Wider context: why this case matters
- The AI industry’s hunger for data has never been greater: vast troves of conversational text help train chatbots, search agents and other large-language-model applications.
- Platforms that host user-generated content — such as Reddit, blogs, comment forums — have become battlegrounds for rights and revenues.
- This lawsuit follows an earlier one in June 2025, where Reddit sued another AI firm, Anthropic PBC, accusing it of unauthorized scraping and refusal to license data.
- The outcome could set precedent: how U.S. courts treat scraped versus licensed content, and whether platforms can enforce stronger control over how their user-generated data is used commercially.
Response from the parties
Perplexity, via a public statement, called the lawsuit a “show of force” by Reddit in its negotiations with other AI firms. It says that it does not train its models on Reddit data but rather summarizes publicly available discussions, making licensing irrelevant to its operations. SerpApi also issued a statement, vowing to vigorously defend itself and stating that Reddit’s claims are “strongly disagreed with.” Oxylabs characterized Reddit’s action as an attempt to monopolize public data and raise its price.

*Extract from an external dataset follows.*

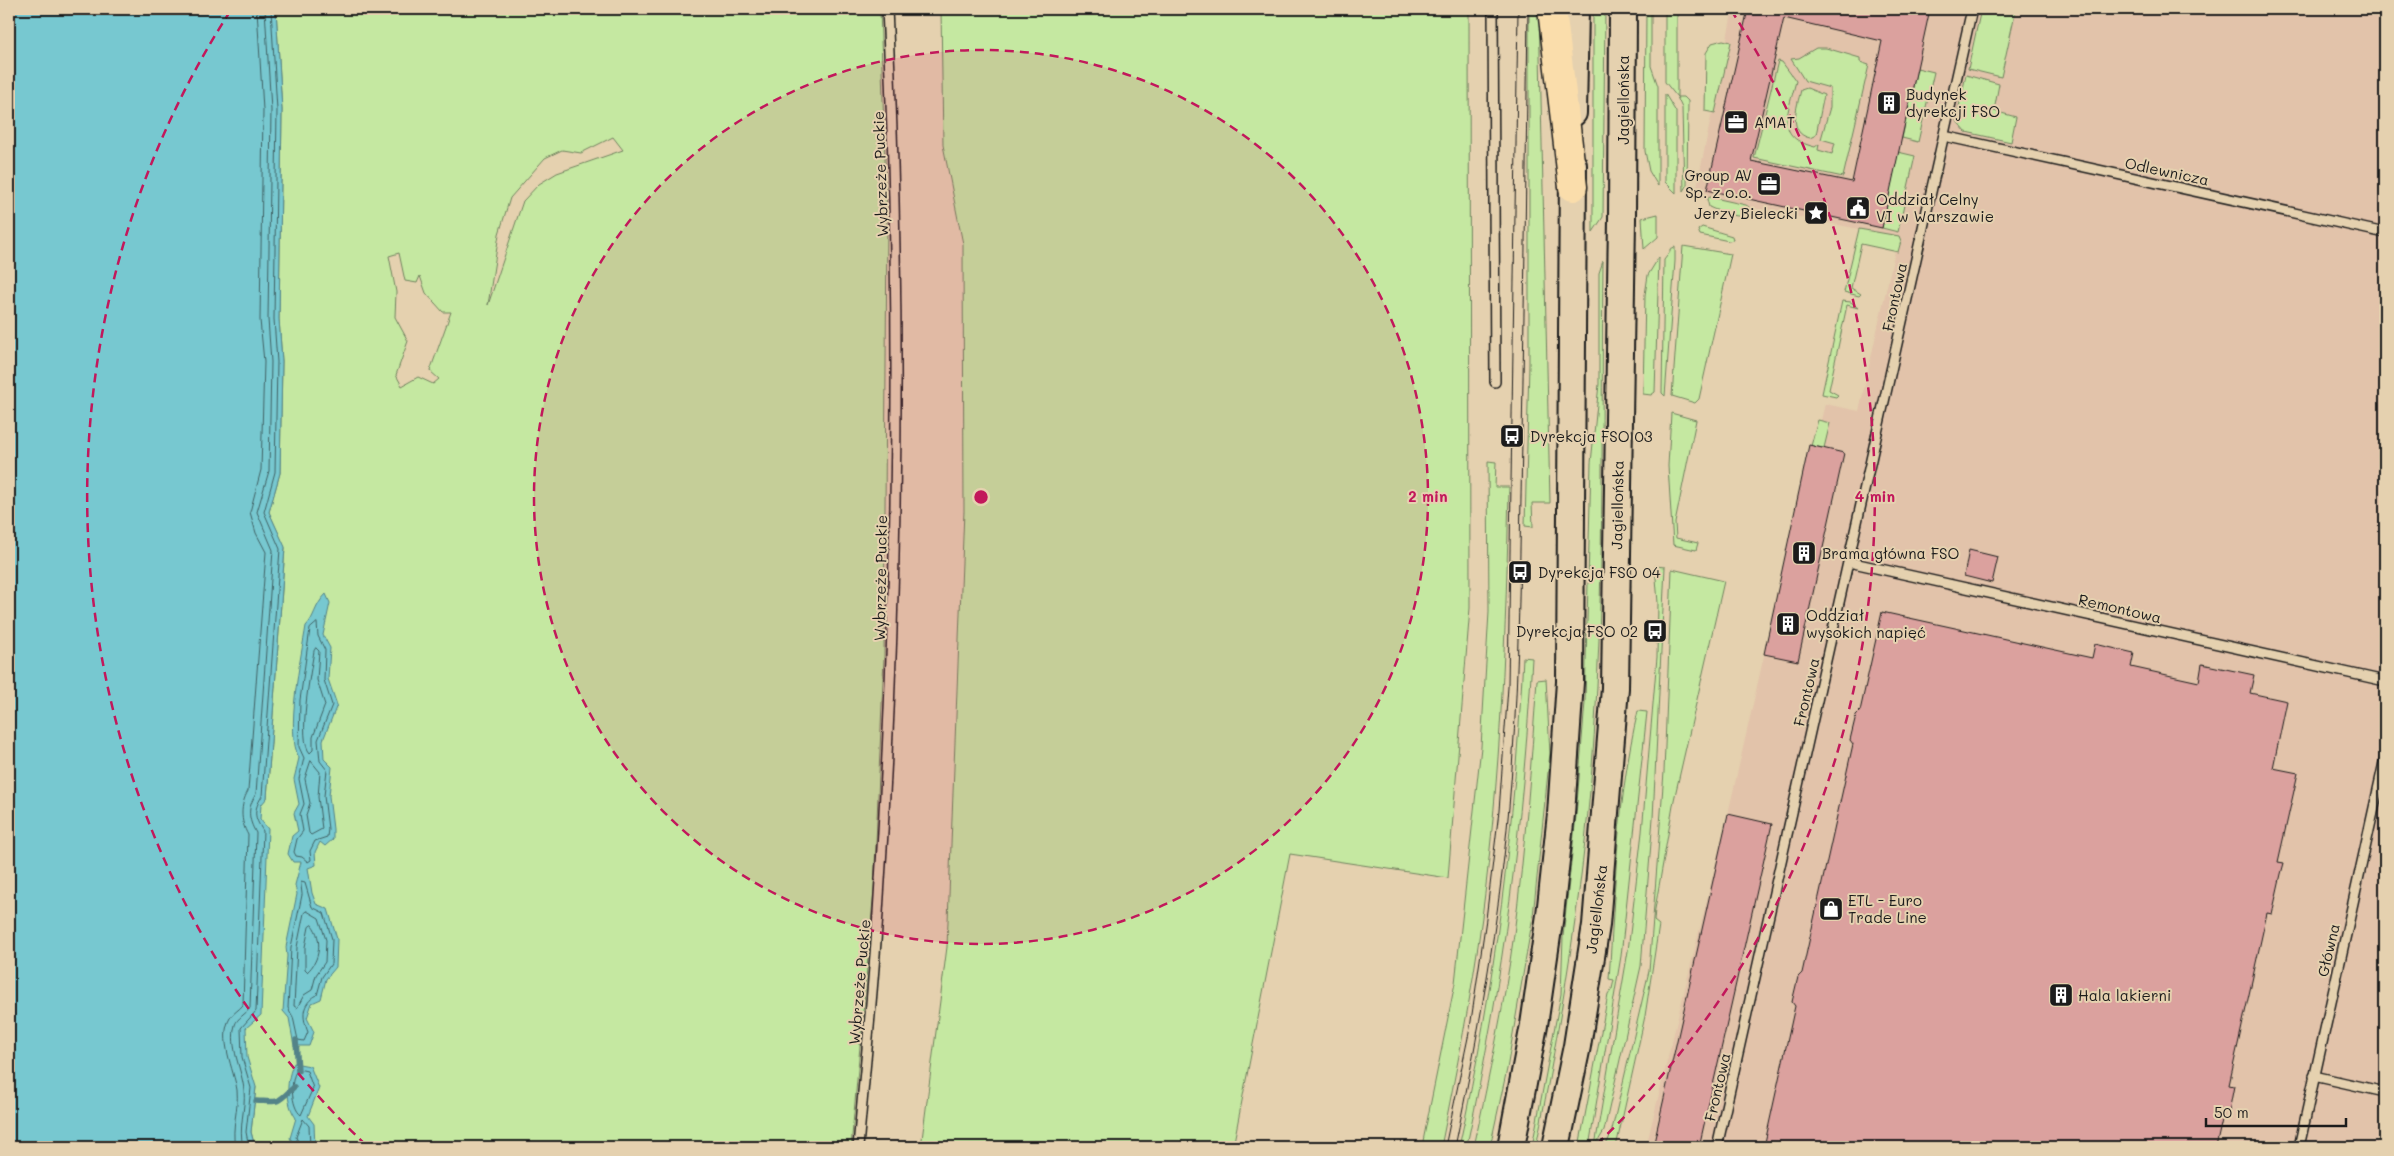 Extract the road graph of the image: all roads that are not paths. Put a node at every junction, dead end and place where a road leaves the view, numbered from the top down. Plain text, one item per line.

What’s next and what to watch
- The case is proceeding in the U.S. District Court for the Southern District of New York (Case No. 25-cv-8736).
- Key issues will include: proof of how data was obtained, whether it was used to train AI models (and whether licensing would have been required), and the valuation of the alleged misuse.
- If Reddit succeeds, we may see a wave of litigation as platforms seek to assert data-rights over content used by generative-AI firms.
- For AI companies, the case highlights the urgent need to audit training data sources, establish clear licensing arrangements, and anticipate regulatory or contractual constraints on data harvesting.